In Shakespeare,Our Digital Native, English teachers Christopher Shaburg and Cari Craighead
describe a learning experiment on reading Shakespeare between two groups of
high school students. The first group of 9th graders filmed and
reenacted the performance of Romeo & Juliet. The second group did an audio only
play of Macbeth where they worked with these limitations by evoking character
voice and sound props. The purpose of these assignments was to introduce the students
to critical concepts found in Shakespeare’s works. The process allowed the
students to become active participants in the narrative and engage with the characters.
This allowed them to form a connection
with the readings and also probably quelled some fears about reading the plays.
Besides, Shakespeare’s plays were originally not to be read, but heard and
seen. They were to be shared. This technological and creative engagement not
only incorporated the traditions of Shakespeare, but also molded them with
today’s modern habit. This formation of old style and new, referred to as
remix, was after-all one of Shakespeare most successful tactics in writing. The
author believed the assignment “extended thoughts and feelings from [the
students] lives” that provided a “toolset to live in situations they never
could and to express language they did not craft.”
When students
are able to see the plays less as lofty long words on a page, and are able to
live out literature and embody the characters, they are able to create a
connection with Shakespeare’s works: “when students see themselves as
participants in culture and literature, they develop habits of mind that can
help them for a lifetime.” This connection, or participatory culture, will
stick with them much longer than memorization would. Our critical concepts
blogs and the service-learning component, also requires our active
participation. We are reading and discussing in ways that allow us to engage
with the text that brings the works in a relative context of our own. I had
some trouble choosing which concept I would base my blogs on off of the four columns
of words. Each concept out of the list can all be found within Shakespeare’s
works. There are many layers and many ways to interpret Shakespeare, but the
method that has worked most effectively is finding a way to engage with the
works that make them come alive in any era.
I wrote all the
above before our cluster convo, which completely solidified all the points I
had made. The adaptation of the King Lear play in the Zaatari Refugee Camp
embodies this sort of active participation as the above experiment did. Even if
it was not conscious of it. It doesn’t matter that it was a Shakespeare play,
what matters is that it embodied all of the elements Shakespeare wanted to
evoke: relation, theatrics, connections, and all to be seen/heard by the common
people. An audience without ranking or status, just an audience of people. The
American film society has a tendency to over-produce and under-inspire.
Although I chose
to do the critical concepts blog, I have done service learning in the past and
have an experience I’m reminded of. I worked at the Freret Street Neighborhood
Center, a space that opened its doors to anyone who needs it, from children’s
art classes to health information to community events to the computer lab where
I worked. On the three big brown boxy computers I helped jobless, sometimes
homeless, individuals to create a resume, job search, etc. One day Henry came
in. He looked in his 60s. He told me he wanted to learn how to read and had
some online texts, I think it might’ve been a class, and that day we went word
for word on that big computer screen for hours. We’d take breaks and Henry
would tell me how he was a truck driver that traveled cross-country by wheel.

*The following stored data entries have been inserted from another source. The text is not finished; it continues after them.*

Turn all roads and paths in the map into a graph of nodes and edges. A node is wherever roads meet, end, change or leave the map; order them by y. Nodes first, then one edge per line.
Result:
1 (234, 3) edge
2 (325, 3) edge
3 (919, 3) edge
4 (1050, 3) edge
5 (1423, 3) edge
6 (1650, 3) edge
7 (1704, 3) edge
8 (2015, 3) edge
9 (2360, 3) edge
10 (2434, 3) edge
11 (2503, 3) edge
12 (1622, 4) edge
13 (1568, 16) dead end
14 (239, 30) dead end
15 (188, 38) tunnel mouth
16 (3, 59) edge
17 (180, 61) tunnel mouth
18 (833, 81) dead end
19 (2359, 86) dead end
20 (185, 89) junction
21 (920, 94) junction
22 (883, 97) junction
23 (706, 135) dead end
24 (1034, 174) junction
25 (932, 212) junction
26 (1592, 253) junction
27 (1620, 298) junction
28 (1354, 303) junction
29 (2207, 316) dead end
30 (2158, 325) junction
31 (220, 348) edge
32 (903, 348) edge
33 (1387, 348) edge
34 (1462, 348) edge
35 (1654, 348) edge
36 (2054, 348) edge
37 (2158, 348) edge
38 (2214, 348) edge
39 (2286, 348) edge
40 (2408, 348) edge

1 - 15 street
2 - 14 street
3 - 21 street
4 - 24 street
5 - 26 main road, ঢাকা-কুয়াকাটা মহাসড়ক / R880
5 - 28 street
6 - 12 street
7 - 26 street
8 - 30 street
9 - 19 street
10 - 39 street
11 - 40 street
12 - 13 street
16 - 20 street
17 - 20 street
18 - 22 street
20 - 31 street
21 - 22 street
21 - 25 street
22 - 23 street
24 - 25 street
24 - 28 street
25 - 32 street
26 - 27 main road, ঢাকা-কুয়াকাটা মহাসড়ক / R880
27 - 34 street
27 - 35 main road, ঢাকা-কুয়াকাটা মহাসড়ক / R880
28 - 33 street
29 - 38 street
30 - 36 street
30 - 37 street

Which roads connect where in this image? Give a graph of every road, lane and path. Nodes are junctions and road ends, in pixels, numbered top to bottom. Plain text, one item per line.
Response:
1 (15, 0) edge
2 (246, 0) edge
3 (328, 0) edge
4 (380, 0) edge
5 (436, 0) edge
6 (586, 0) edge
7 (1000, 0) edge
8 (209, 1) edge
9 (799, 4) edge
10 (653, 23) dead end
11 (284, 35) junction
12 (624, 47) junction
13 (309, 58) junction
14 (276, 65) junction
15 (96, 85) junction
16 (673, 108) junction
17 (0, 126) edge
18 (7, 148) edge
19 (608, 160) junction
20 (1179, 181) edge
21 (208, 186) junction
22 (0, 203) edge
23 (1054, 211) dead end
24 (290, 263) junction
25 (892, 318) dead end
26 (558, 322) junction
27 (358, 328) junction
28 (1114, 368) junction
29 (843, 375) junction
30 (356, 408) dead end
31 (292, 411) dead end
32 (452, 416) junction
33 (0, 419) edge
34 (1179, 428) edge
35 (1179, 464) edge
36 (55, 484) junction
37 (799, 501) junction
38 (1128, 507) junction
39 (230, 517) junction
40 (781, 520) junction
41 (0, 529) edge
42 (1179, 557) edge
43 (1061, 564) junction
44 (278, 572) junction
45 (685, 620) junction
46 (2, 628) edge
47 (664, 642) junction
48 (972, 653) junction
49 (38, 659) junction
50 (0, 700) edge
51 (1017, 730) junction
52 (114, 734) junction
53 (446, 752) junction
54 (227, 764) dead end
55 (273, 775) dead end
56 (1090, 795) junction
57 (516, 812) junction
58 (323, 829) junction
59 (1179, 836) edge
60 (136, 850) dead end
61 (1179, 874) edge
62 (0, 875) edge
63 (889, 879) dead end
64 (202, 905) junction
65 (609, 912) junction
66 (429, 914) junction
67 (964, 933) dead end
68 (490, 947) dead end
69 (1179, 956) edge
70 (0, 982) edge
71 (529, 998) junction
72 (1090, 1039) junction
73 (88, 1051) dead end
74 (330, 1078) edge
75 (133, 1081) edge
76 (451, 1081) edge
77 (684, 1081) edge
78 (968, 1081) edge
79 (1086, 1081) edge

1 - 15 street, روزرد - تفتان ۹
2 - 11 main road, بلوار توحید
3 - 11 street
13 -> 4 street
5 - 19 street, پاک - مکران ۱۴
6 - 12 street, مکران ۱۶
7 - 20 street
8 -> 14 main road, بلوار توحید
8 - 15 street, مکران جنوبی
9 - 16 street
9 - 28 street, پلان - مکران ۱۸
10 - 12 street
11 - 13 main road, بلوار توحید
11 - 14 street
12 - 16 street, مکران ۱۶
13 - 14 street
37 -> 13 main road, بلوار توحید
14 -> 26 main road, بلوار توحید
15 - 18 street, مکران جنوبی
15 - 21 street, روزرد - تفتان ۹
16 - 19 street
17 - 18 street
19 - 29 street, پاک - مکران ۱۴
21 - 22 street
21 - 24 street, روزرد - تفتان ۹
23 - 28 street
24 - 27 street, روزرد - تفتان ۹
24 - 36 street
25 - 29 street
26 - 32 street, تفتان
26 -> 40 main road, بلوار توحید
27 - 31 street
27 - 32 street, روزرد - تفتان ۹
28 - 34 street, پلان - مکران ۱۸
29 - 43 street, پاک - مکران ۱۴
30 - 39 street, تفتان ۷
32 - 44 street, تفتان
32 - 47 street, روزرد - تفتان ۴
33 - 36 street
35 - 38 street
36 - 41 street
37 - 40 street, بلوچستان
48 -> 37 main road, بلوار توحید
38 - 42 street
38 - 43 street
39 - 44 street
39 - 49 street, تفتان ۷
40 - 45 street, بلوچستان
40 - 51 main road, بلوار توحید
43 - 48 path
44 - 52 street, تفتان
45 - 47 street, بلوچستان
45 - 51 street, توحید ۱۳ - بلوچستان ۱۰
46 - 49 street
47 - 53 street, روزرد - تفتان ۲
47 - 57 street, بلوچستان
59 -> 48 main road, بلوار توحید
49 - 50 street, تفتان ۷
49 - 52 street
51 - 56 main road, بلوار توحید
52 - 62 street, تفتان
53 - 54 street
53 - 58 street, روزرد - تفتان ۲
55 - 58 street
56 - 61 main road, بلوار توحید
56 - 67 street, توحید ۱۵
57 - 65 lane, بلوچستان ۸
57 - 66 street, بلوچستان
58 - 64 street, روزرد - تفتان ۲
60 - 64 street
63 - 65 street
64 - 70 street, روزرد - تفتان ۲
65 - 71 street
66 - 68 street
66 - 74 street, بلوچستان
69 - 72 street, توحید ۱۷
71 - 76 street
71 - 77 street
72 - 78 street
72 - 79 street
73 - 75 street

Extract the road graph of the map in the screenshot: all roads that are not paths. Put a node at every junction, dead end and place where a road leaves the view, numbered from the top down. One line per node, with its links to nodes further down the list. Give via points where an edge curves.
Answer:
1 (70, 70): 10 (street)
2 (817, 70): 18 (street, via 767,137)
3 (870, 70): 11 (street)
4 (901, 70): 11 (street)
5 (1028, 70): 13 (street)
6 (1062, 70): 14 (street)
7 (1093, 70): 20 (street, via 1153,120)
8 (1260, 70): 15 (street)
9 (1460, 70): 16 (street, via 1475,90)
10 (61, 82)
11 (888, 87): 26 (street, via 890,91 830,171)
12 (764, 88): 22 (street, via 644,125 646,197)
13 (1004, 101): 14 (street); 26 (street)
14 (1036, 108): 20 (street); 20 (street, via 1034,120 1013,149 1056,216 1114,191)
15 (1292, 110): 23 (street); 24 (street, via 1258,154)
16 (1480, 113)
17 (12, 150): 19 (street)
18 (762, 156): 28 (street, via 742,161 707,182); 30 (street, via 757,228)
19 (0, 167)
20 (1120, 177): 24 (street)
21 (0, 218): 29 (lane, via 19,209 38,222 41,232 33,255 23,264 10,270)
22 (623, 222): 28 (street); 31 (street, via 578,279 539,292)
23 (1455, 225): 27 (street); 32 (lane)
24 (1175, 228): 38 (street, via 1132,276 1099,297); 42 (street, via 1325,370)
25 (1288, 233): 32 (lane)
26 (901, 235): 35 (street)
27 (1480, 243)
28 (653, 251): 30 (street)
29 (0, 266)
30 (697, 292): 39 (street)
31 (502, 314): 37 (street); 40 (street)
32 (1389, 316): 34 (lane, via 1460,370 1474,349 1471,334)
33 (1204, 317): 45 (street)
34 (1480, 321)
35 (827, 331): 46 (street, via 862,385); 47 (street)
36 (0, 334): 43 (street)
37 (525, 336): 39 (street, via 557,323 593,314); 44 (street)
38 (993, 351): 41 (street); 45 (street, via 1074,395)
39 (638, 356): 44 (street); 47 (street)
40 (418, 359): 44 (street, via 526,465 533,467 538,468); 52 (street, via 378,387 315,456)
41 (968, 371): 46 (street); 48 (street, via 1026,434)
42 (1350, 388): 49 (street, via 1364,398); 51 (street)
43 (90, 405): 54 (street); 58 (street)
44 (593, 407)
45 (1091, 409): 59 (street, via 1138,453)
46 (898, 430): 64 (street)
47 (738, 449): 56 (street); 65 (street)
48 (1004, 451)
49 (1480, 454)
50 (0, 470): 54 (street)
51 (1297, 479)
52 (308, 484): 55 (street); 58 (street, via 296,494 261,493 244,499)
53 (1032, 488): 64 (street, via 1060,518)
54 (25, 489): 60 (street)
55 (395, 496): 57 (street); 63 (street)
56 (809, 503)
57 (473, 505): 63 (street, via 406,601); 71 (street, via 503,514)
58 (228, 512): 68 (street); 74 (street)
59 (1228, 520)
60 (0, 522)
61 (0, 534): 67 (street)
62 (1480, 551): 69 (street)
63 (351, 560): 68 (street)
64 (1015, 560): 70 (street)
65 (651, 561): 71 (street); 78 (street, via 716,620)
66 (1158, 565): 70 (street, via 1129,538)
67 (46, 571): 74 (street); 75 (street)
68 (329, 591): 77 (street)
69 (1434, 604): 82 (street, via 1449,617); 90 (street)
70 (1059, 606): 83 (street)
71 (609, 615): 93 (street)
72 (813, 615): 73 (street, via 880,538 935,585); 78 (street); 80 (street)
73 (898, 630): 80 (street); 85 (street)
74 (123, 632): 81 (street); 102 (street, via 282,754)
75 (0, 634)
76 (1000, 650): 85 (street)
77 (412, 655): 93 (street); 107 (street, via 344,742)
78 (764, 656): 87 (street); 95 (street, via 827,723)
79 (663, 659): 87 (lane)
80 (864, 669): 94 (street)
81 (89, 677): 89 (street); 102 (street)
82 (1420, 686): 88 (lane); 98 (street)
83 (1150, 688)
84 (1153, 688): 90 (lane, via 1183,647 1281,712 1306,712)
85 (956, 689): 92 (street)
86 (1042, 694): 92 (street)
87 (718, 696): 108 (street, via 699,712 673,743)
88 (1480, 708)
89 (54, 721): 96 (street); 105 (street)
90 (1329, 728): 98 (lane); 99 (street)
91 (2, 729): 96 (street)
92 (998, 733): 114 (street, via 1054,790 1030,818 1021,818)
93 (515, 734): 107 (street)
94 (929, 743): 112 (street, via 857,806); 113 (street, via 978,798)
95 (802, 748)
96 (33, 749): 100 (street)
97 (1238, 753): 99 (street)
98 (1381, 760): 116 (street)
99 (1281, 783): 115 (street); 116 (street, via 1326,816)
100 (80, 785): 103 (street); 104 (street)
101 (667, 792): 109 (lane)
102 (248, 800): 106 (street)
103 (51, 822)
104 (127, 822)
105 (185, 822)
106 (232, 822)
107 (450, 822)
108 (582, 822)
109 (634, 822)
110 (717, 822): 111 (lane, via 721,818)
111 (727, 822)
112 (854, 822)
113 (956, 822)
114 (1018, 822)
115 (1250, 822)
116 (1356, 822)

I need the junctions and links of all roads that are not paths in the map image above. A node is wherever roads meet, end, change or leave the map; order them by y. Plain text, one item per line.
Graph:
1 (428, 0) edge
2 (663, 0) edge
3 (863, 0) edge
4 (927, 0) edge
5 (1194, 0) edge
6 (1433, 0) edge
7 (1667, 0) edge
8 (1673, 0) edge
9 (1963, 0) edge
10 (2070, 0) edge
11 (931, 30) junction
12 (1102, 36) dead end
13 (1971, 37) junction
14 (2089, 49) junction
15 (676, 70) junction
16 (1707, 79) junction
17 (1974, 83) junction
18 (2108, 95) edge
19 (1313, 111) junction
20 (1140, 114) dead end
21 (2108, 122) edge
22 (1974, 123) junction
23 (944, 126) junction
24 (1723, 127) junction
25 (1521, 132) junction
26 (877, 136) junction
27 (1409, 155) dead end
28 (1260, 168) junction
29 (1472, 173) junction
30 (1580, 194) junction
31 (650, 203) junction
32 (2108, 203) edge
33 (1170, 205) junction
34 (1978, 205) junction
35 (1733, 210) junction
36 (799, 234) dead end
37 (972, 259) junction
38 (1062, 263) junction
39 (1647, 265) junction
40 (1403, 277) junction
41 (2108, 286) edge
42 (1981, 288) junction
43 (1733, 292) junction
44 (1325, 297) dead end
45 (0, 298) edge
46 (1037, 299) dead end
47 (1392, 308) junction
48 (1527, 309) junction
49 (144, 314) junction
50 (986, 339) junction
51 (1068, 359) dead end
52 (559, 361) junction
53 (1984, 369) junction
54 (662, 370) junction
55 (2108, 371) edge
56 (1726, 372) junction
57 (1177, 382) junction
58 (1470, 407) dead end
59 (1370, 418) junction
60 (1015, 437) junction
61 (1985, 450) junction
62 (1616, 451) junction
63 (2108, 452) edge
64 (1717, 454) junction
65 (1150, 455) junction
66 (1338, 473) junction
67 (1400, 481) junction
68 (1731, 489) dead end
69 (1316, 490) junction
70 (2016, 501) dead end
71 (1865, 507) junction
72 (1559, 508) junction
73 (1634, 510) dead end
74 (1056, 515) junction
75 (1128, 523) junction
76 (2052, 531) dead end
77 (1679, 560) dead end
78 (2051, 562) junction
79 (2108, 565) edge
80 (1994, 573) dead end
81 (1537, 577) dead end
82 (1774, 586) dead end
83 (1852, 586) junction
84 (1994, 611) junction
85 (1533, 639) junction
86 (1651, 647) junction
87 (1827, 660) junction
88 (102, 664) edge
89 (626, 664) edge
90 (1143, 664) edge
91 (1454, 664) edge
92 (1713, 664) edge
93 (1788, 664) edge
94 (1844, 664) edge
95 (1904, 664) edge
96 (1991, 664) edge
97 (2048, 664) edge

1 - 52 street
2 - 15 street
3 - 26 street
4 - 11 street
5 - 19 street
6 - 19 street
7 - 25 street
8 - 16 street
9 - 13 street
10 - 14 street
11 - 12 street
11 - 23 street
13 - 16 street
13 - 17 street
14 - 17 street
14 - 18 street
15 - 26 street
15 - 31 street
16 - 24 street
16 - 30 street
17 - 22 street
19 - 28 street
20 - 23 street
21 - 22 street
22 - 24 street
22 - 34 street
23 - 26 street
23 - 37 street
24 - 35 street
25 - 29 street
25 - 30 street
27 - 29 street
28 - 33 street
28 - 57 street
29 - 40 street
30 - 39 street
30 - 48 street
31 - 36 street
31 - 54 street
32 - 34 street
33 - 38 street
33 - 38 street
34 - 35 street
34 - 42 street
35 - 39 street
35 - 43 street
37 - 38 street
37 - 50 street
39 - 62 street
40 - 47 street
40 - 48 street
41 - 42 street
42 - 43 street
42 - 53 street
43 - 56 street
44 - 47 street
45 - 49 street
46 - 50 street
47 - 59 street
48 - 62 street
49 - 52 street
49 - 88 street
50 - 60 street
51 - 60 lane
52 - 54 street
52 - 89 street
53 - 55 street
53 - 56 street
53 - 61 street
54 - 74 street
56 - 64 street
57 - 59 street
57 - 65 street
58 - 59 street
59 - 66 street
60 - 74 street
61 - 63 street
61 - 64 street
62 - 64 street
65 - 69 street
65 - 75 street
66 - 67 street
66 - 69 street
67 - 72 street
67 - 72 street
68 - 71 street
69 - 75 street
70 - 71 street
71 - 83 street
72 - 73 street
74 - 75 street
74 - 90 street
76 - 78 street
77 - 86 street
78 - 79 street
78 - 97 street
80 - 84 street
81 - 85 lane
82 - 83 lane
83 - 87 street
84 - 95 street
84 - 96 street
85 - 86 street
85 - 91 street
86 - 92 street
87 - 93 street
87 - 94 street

Henry told me the feeling of waking up in a new place each day was the most
exhilarating feeling. He said it made him feel alive, a feeling he never took
for granted after discovering he had a brain tumor. After our day together, he
told me he felt that God had sent me to help him. I’m not sure if I’ve ever
been so inspired by such a genuine human being since. The experience taught me
how valuable life is and how many different ways there are to interpret it.
And, this is cheesy, but I think that Shakespeare’s ability to ingrain
experiences of humanity in his stories are what make them so lasting.
This post is about the farthest thing from what I expected this assignment to yield, and I'm completely delighted with the surprise. Thanks for expanding what I thought this project could do, Danielle!